| What you will do |
The records that follow are to be repeated exactly, without any pictures.

| Provided data |
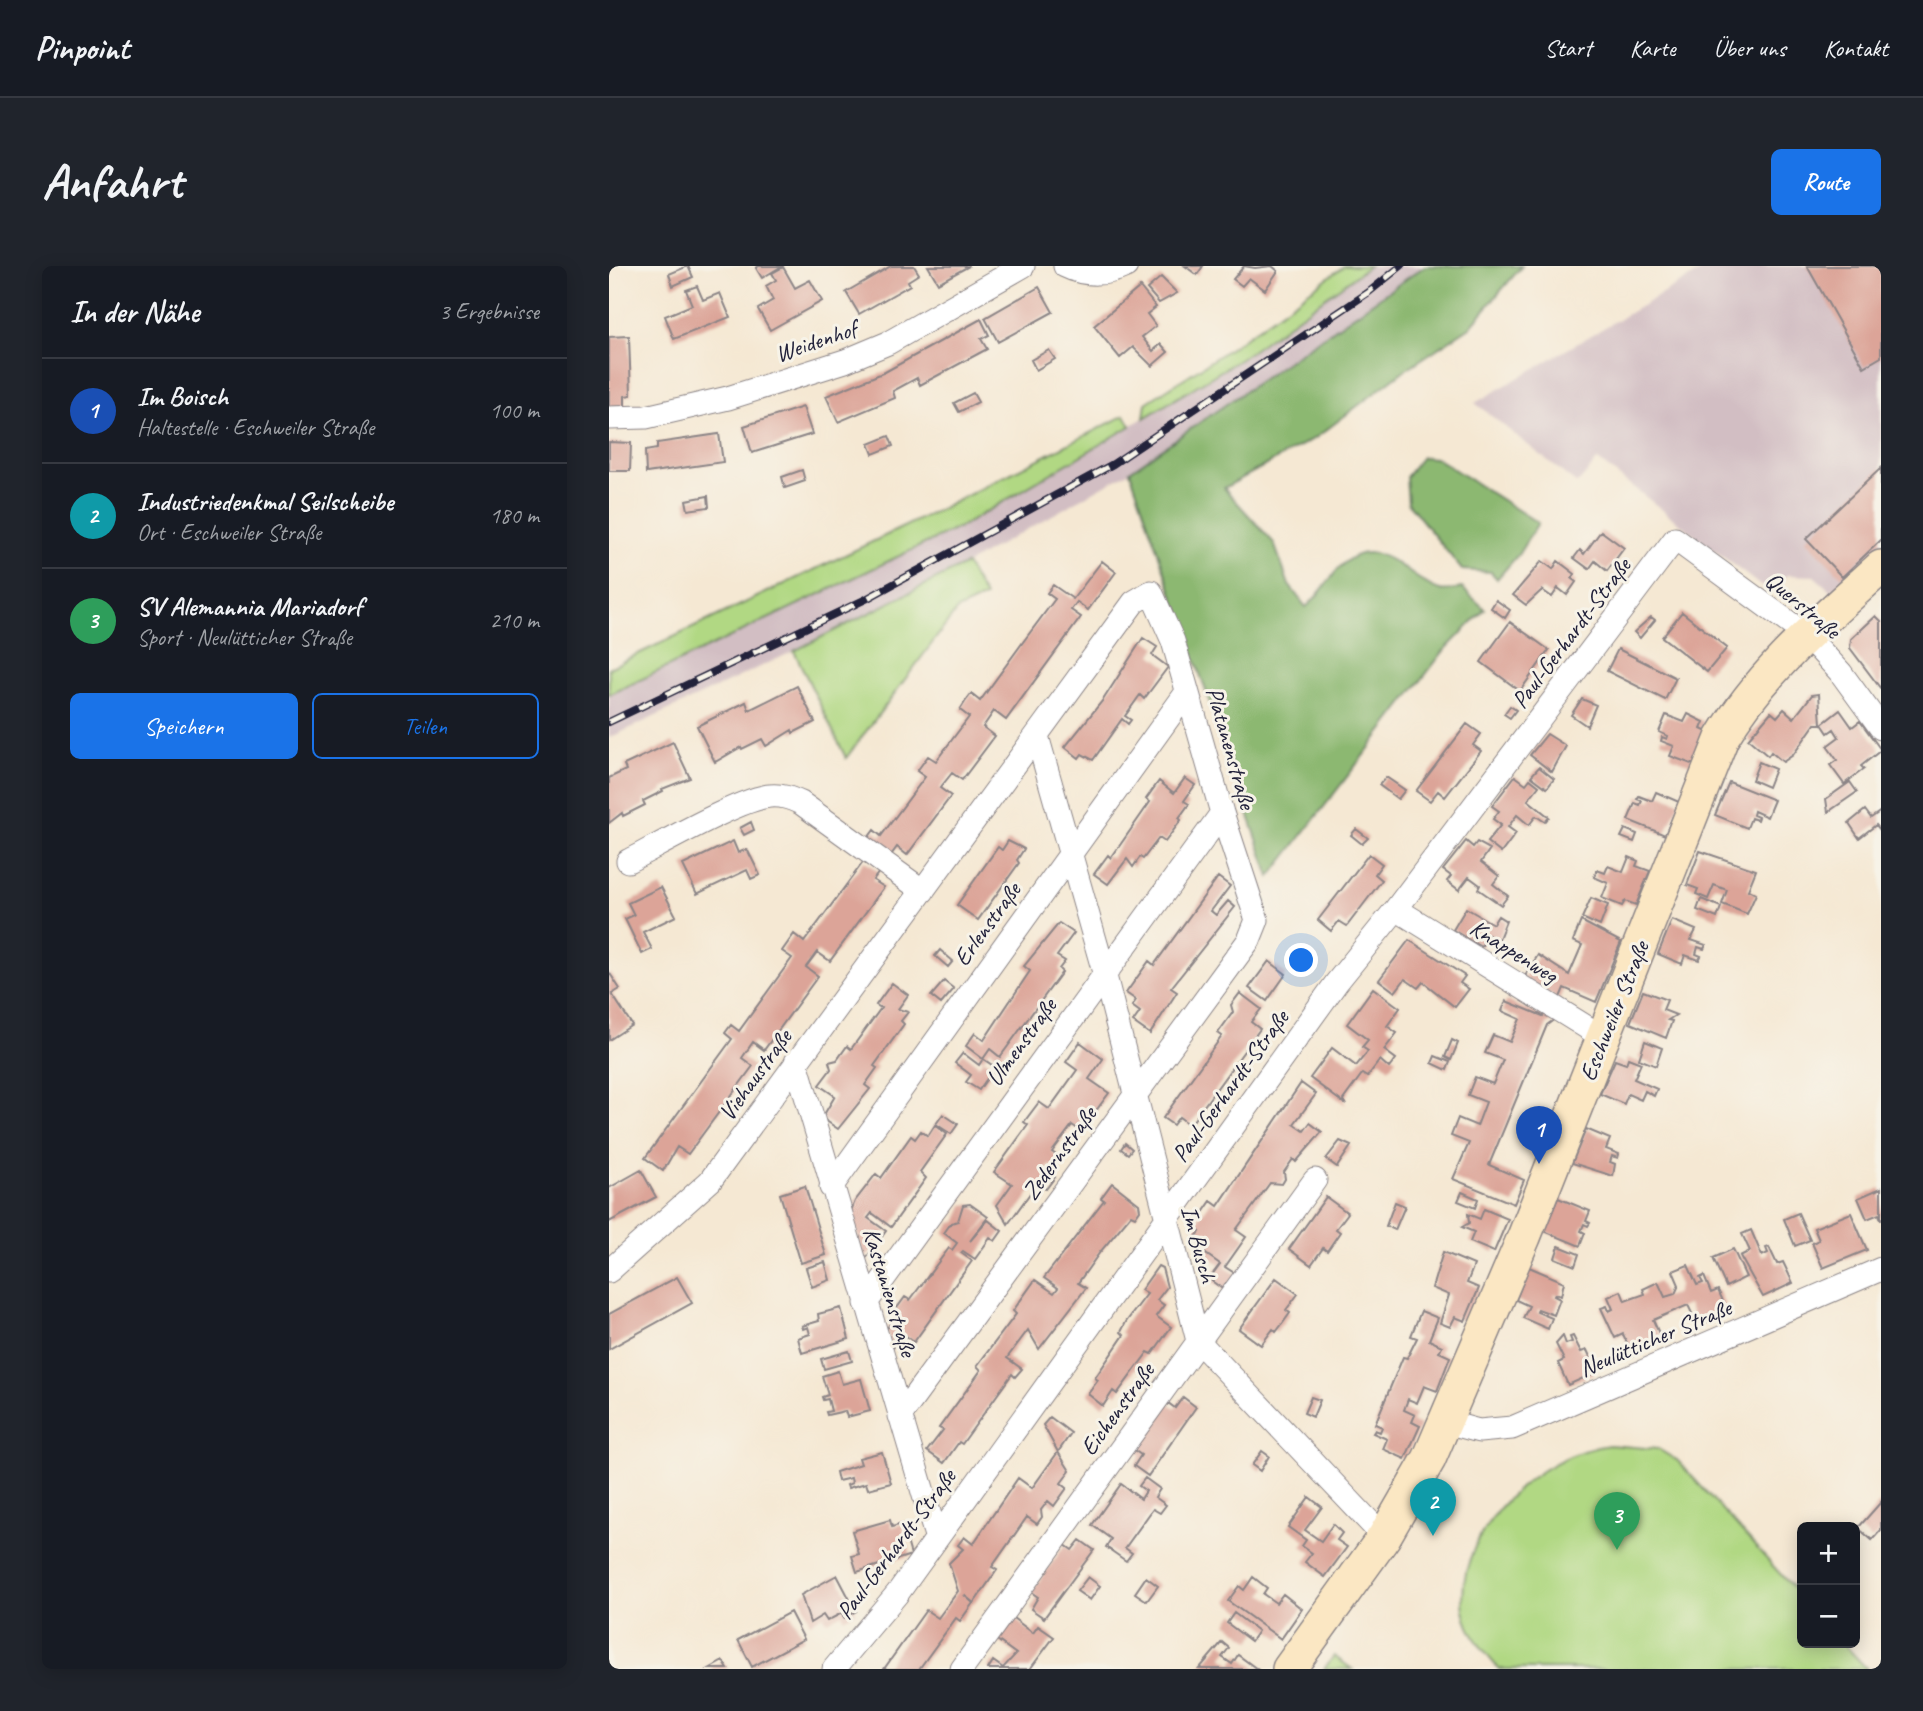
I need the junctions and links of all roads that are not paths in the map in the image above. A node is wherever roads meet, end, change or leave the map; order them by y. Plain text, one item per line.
1 (1023, 266) edge
2 (1065, 266) edge
3 (1126, 266) edge
4 (609, 418) edge
5 (1675, 539) joint
6 (1881, 567) edge
7 (1151, 592) joint
8 (1807, 636) junction
9 (1187, 692) junction
10 (1881, 728) edge
11 (1037, 736) junction
12 (1221, 813) junction
13 (1070, 853) junction
14 (628, 861) dead end
15 (923, 891) junction
16 (1396, 909) junction
17 (1257, 920) joint
18 (1104, 972) junction
19 (1604, 1038) junction
20 (796, 1062) junction
21 (1135, 1094) junction
22 (1315, 1180) dead end
23 (831, 1187) junction
24 (1165, 1221) junction
25 (1881, 1269) edge
26 (609, 1271) edge
27 (866, 1303) junction
28 (1198, 1341) junction
29 (900, 1416) junction
30 (1446, 1422) junction
31 (936, 1536) junction
32 (1384, 1537) junction
33 (834, 1669) edge
34 (963, 1669) edge
35 (1289, 1669) edge

1 - 4 street, Weidenhof
2 - 3 street
5 - 8 street, Querstraße
5 - 16 street, Paul-Gerhardt-Straße
6 - 8 street, Eschweiler Straße
7 - 9 street, Platanenstraße
7 - 11 street, Viehaustraße
8 - 10 street, Querstraße
8 - 19 street, Eschweiler Straße
9 - 12 street, Platanenstraße
9 - 13 street, Erlenstraße
11 - 13 street, Im Busch
11 - 15 street, Viehaustraße
12 - 17 street, Platanenstraße
12 - 18 street, Ulmenstraße
13 - 18 street, Im Busch
13 - 23 street, Erlenstraße
14 - 15 street
15 - 20 street, Viehaustraße
16 - 19 street, Knappenweg
16 - 24 street, Paul-Gerhardt-Straße
17 - 21 street, Zedernstraße
18 - 21 street, Im Busch
18 - 27 street, Ulmenstraße
19 - 30 street, Eschweiler Straße
20 - 23 street, Kastanienstraße
20 - 26 street, Viehaustraße
21 - 24 street, Im Busch
21 - 29 street, Zedernstraße
22 - 28 street, Eichenstraße
23 - 27 street, Kastanienstraße
24 - 28 street, Im Busch
24 - 31 street, Paul-Gerhardt-Straße
25 - 30 street, Neulütticher Straße
27 - 29 street, Kastanienstraße
28 - 32 street, Im Busch
28 - 34 street, Eichenstraße
29 - 31 street, Kastanienstraße
30 - 32 street, Eschweiler Straße
31 - 33 street, Paul-Gerhardt-Straße
32 - 35 street, Eschweiler Straße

| Response to the exercise |
I need the junctions and links of all roads that are not paths in the map in the image above. A node is wherever roads meet, end, change or leave the map; order them by y. Plain text, one item per line.
1 (1023, 266) edge
2 (1065, 266) edge
3 (1126, 266) edge
4 (609, 418) edge
5 (1675, 539) joint
6 (1881, 567) edge
7 (1151, 592) joint
8 (1807, 636) junction
9 (1187, 692) junction
10 (1881, 728) edge
11 (1037, 736) junction
12 (1221, 813) junction
13 (1070, 853) junction
14 (628, 861) dead end
15 (923, 891) junction
16 (1396, 909) junction
17 (1257, 920) joint
18 (1104, 972) junction
19 (1604, 1038) junction
20 (796, 1062) junction
21 (1135, 1094) junction
22 (1315, 1180) dead end
23 (831, 1187) junction
24 (1165, 1221) junction
25 (1881, 1269) edge
26 (609, 1271) edge
27 (866, 1303) junction
28 (1198, 1341) junction
29 (900, 1416) junction
30 (1446, 1422) junction
31 (936, 1536) junction
32 (1384, 1537) junction
33 (834, 1669) edge
34 (963, 1669) edge
35 (1289, 1669) edge

1 - 4 street, Weidenhof
2 - 3 street
5 - 8 street, Querstraße
5 - 16 street, Paul-Gerhardt-Straße
6 - 8 street, Eschweiler Straße
7 - 9 street, Platanenstraße
7 - 11 street, Viehaustraße
8 - 10 street, Querstraße
8 - 19 street, Eschweiler Straße
9 - 12 street, Platanenstraße
9 - 13 street, Erlenstraße
11 - 13 street, Im Busch
11 - 15 street, Viehaustraße
12 - 17 street, Platanenstraße
12 - 18 street, Ulmenstraße
13 - 18 street, Im Busch
13 - 23 street, Erlenstraße
14 - 15 street
15 - 20 street, Viehaustraße
16 - 19 street, Knappenweg
16 - 24 street, Paul-Gerhardt-Straße
17 - 21 street, Zedernstraße
18 - 21 street, Im Busch
18 - 27 street, Ulmenstraße
19 - 30 street, Eschweiler Straße
20 - 23 street, Kastanienstraße
20 - 26 street, Viehaustraße
21 - 24 street, Im Busch
21 - 29 street, Zedernstraße
22 - 28 street, Eichenstraße
23 - 27 street, Kastanienstraße
24 - 28 street, Im Busch
24 - 31 street, Paul-Gerhardt-Straße
25 - 30 street, Neulütticher Straße
27 - 29 street, Kastanienstraße
28 - 32 street, Im Busch
28 - 34 street, Eichenstraße
29 - 31 street, Kastanienstraße
30 - 32 street, Eschweiler Straße
31 - 33 street, Paul-Gerhardt-Straße
32 - 35 street, Eschweiler Straße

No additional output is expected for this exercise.